▶ _GIVEN ENTRIES_

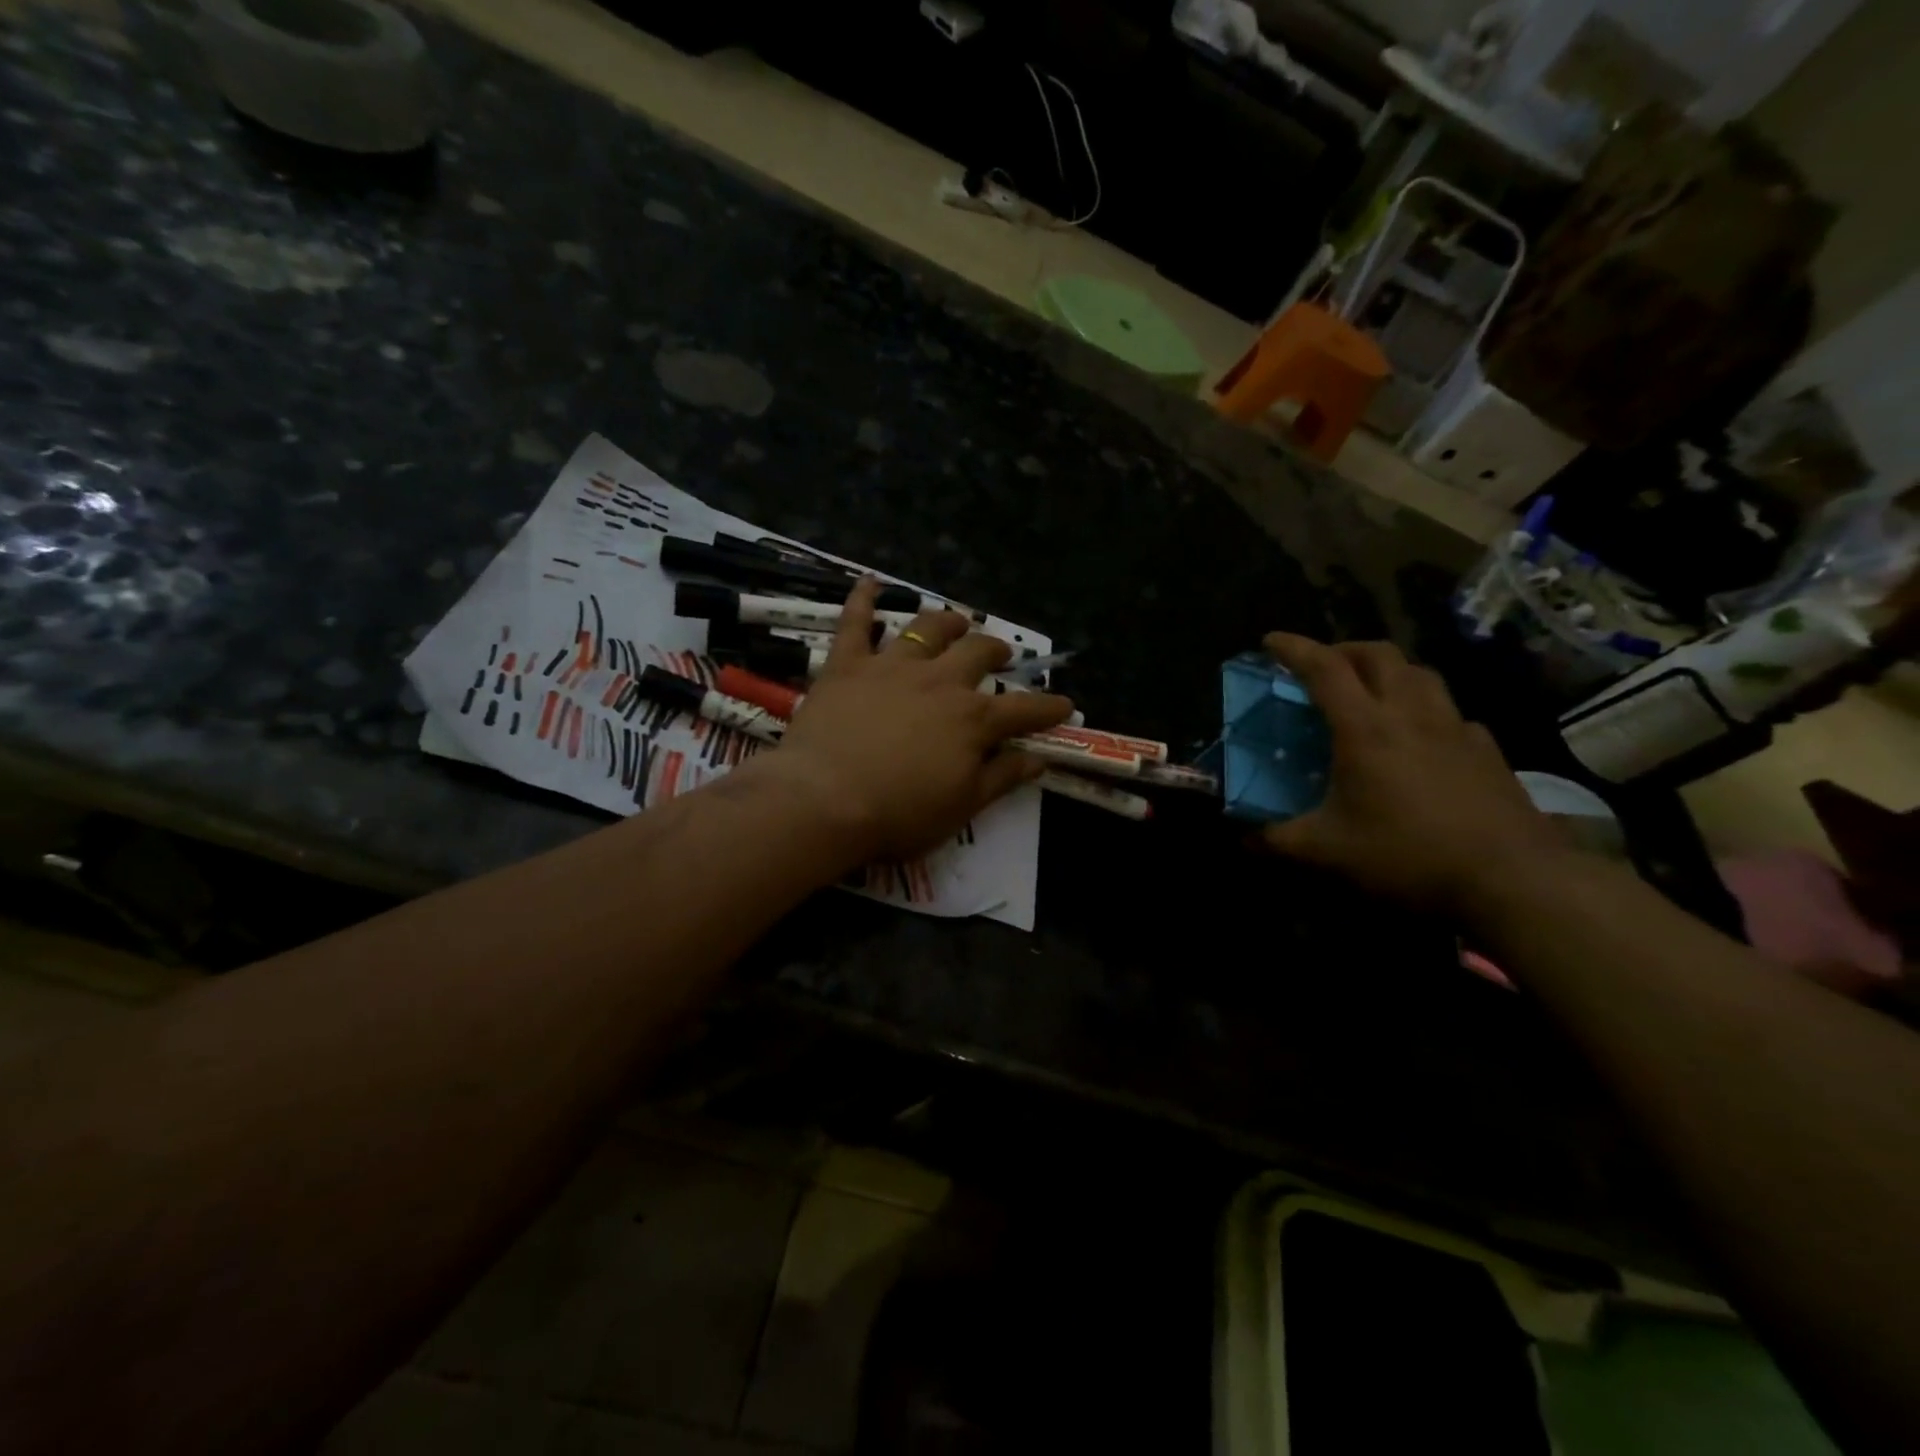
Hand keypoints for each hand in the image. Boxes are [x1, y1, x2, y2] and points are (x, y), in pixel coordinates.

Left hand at [769, 579, 1073, 862]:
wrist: (825, 799)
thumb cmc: (898, 813)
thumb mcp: (962, 806)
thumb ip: (1002, 777)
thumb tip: (1038, 759)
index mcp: (972, 720)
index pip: (1023, 710)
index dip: (1047, 708)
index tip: (1064, 705)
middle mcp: (939, 682)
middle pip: (977, 654)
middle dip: (995, 651)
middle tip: (1001, 654)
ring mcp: (892, 667)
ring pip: (927, 629)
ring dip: (947, 621)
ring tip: (957, 620)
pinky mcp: (847, 665)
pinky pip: (855, 622)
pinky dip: (863, 599)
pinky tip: (869, 581)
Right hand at [1260, 634, 1573, 916]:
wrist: (1512, 878)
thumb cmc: (1407, 854)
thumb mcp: (1327, 852)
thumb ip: (1277, 841)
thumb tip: (1243, 840)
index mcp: (1365, 728)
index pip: (1324, 669)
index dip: (1294, 648)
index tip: (1270, 641)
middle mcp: (1411, 714)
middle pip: (1378, 654)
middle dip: (1343, 649)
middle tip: (1321, 666)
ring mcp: (1455, 729)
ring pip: (1420, 673)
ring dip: (1387, 669)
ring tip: (1369, 690)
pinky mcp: (1487, 750)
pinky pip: (1450, 711)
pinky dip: (1425, 708)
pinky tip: (1421, 736)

▶ _TASK ITEM_
After counting the lines above that include the word "thumb", give only the number.

▶ _OUTPUT OF THE EXERCISE_
8